Method: Pts with uHCC were randomised to STRIDE, durvalumab monotherapy or sorafenib. SAT use, time to first subsequent treatment or death (TFST) and OS in the STRIDE and sorafenib arms were assessed. Data cut-off was 1 Mar 2024.

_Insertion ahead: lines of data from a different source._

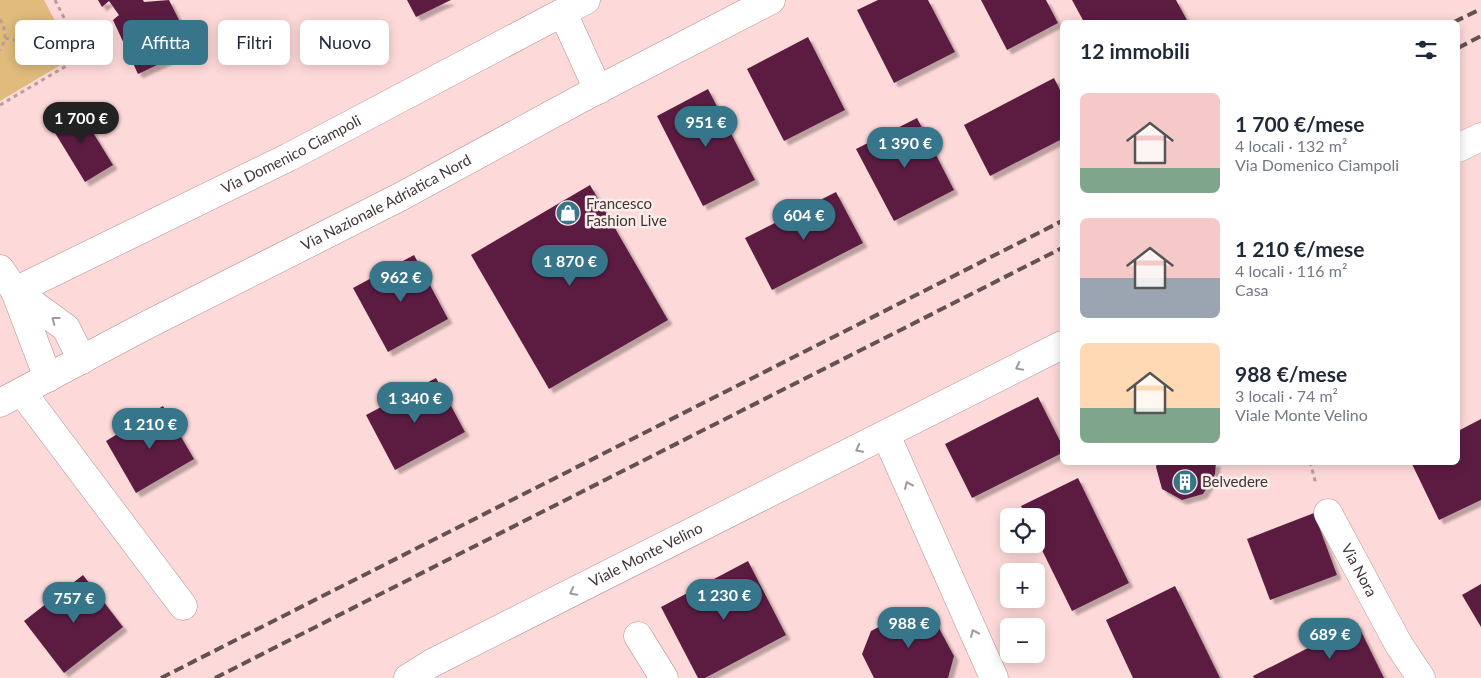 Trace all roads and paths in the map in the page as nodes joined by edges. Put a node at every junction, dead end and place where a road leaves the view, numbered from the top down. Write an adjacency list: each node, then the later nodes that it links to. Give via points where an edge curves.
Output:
1 (55, 0): 5 (path)
2 (770, 0): 10 (street, Via Nazionale Adriatica Nord)
3 (575, 6): 10 (street, Via Domenico Ciampoli); 15 (street, Via Domenico Ciampoli, via 297,153)
4 (0, 19): 6 (path)
5 (65, 20)
6 (6, 38): 7 (path); 8 (path)
7 (15, 40)
8 (0, 50)
9 (68, 65): 11 (path)
10 (598, 90): 17 (street, Via Nazionale Adriatica Nord, via 400,197)
11 (0, 105)
12 (1481, 137): 13 (street)
13 (1460, 147)
14 (0, 269): 15 (street)
15 (15, 291): 17 (street, one-way to 15, via 66,328); 18 (street)
16 (1060, 346): 20 (street, Viale Monte Velino, one-way to 20)
17 (82, 360): 18 (street, Via Nazionale Adriatica Nord)
18 (48, 378): 19 (street, Via Nazionale Adriatica Nord)
19 (11, 398): 22 (street)
20 (886, 436): 24 (street, Viale Monte Velino, one-way to 24, via 441,658); 26 (street, one-way to 20)
21 (1328, 513): 27 (street, Via Nora)
22 (184, 606)
23 (638, 636): 25 (street)
24 (408, 678)
25 (664, 678)
26 (994, 678)
27 (1420, 678) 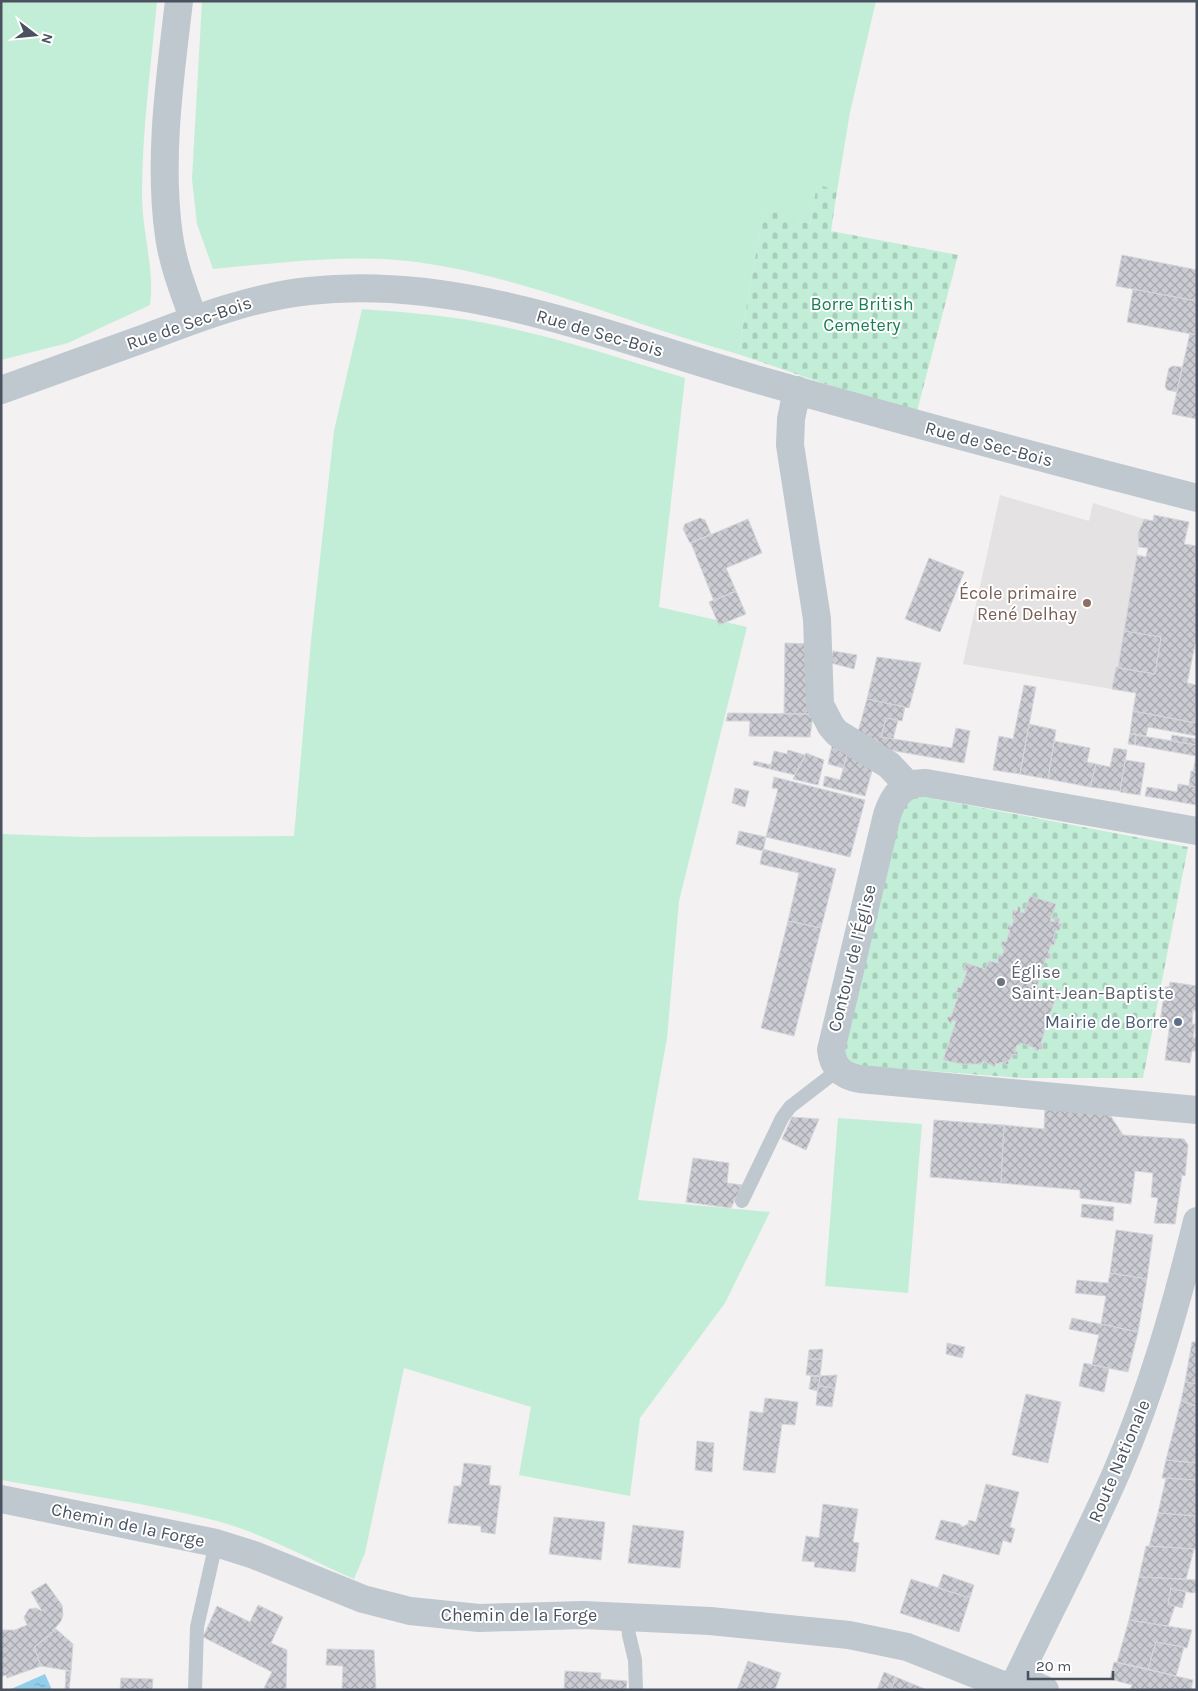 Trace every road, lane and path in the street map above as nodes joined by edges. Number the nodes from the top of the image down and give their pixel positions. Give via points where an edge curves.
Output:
1 (179, 1) edge
2 (194, 320) junction
3 (1, 390) edge
4 (797, 390) junction
5 (1197, 498) edge
6 (908, 785) junction
7 (1197, 831) edge
8 (838, 1070) junction
9 (1197, 1110) edge
10 (742, 1201) dead end
11 (1197, 1221) edge
12 (1, 1499) edge
13 (216, 1543) junction
14 (627, 1616) junction
15 (1014, 1685) edge
16 (195, 1690) edge
17 (636, 1690) edge
18 (1045, 1690) edge

1 - 2 street via 168,115 166,191 173,256
2 - 3 street, Rue de Sec-Bois
2 - 4 street, Rue de Sec-Bois via 256,300 308,291 388,289 438,294 540,315
4 - 5 street, Rue de Sec-Bois via 919,426
4 - 6 street via 790,446 817,619 820,705 837,733 890,765
6 - 7 street via 926,783
6 - 8 street, Contour de l'Église via 895,796 885,824 832,1043 832,1057
8 - 9 street via 860,1079
8 - 10 lane via 790,1107
11 - 15 street, Route Nationale via 1139,1418 1093,1524
12 - 13 street, Chemin de la Forge
13 - 14 street, Chemin de la Forge via 363,1599 410,1611 478,1618
13 - 16 lane via 197,1627
14 - 15 street, Chemin de la Forge via 762,1625 870,1638
14 - 17 lane via 635,1660
15 - 18 street, Chemin de la Forge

Results: Median (95% CI) duration of follow-up was 62.49 (59.47–64.79) months (m) for STRIDE and 59.86 (58.32–61.54) m for sorafenib. Of 1171 pts randomised, 168/393 (42.7%) pts in the STRIDE arm and 179/389 (46.0%) pts in the sorafenib arm received SATs, and 20/393 (5.1%) pts in the STRIDE arm and 6/389 (1.5%) pts in the sorafenib arm remained on initial study treatment. Subsequent immunotherapy use was higher in the sorafenib arm (94/389 [24.2%] pts) than the STRIDE arm (25/393 [6.4%] pts) at 60 m, while targeted therapy use was higher in the STRIDE arm (155/393 [39.4%]) than the sorafenib arm (112/389 [28.8%]); subsequent chemotherapy use was similar between the STRIDE arm (24/393 [6.1%]) and sorafenib arm (27/389 [6.9%]). Median (95% CI) TFST was longer for STRIDE vs sorafenib (8.44 [7.23–10.22] m vs 7.13 [5.98–7.95] m; HR, 0.77; 95% CI, 0.66–0.89). Median (95% CI) OS was numerically longer for STRIDE vs sorafenib in pts with SAT use (26.7 [20.7–30.2] m vs 20.9 [16.9–24.4] m; HR, 0.80; 95% CI, 0.64–1.01) and without SAT use (10.7 [8.7–14.3] m vs 8.1 [6.3–10.3] m; HR, 0.71; 95% CI, 0.58–0.88). OS benefit with STRIDE was consistent after censoring pts at initiation of any SAT (OS HR [95% CI], 0.74 [0.60–0.92]).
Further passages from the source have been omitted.